→ **What you will do**
Please give back each line of the material unchanged, but without the images.
** Opening Provided information block **
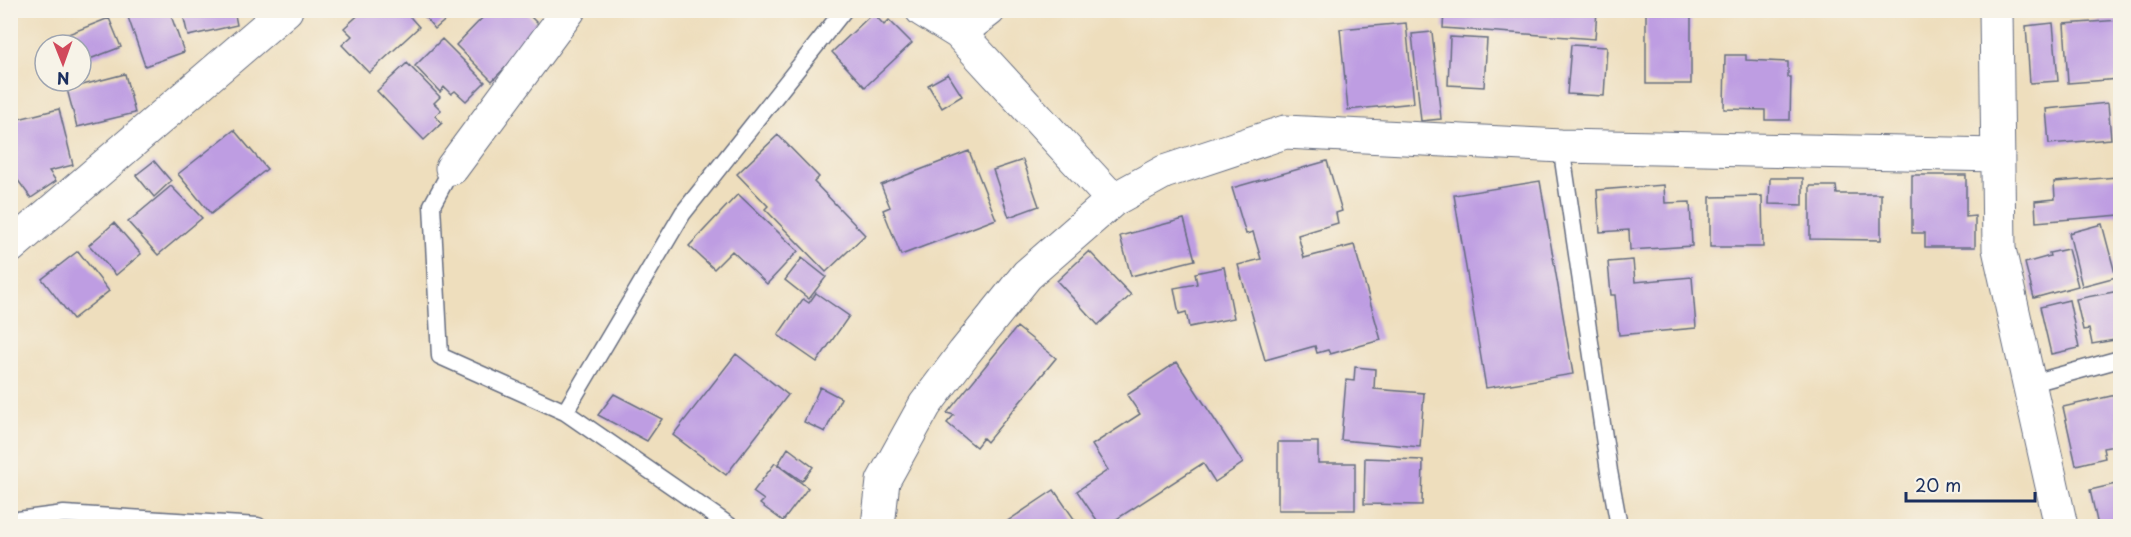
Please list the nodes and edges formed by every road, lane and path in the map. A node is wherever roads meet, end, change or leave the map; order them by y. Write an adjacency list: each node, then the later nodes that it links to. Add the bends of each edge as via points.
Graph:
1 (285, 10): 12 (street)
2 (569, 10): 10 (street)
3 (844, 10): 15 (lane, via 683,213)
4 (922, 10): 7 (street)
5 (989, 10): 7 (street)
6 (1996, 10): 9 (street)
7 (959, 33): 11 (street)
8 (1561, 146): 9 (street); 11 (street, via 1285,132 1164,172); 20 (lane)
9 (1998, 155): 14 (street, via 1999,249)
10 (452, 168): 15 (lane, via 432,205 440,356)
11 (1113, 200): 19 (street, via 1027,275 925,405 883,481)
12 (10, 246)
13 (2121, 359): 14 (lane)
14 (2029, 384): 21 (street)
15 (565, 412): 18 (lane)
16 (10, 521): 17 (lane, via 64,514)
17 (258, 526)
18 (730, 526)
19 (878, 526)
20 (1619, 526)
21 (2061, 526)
** Closing Provided information block **
→ **Exercise output**
Please list the nodes and edges formed by every road, lane and path in the map. A node is wherever roads meet, end, change or leave the map; order them by y. Write an adjacency list: each node, then the later nodes that it links to. Add the bends of each edge as via points.
Graph:
1 (285, 10): 12 (street)
2 (569, 10): 10 (street)
3 (844, 10): 15 (lane, via 683,213)
4 (922, 10): 7 (street)
5 (989, 10): 7 (street)
6 (1996, 10): 9 (street)
7 (959, 33): 11 (street)
8 (1561, 146): 9 (street); 11 (street, via 1285,132 1164,172); 20 (lane)
9 (1998, 155): 14 (street, via 1999,249)
10 (452, 168): 15 (lane, via 432,205 440,356)
11 (1113, 200): 19 (street, via 1027,275 925,405 883,481)
12 (10, 246)
13 (2121, 359): 14 (lane)
14 (2029, 384): 21 (street)
15 (565, 412): 18 (lane)
16 (10, 521): 17 (lane, via 64,514)
17 (258, 526)
18 (730, 526)
19 (878, 526)
20 (1619, 526)
21 (2061, 526)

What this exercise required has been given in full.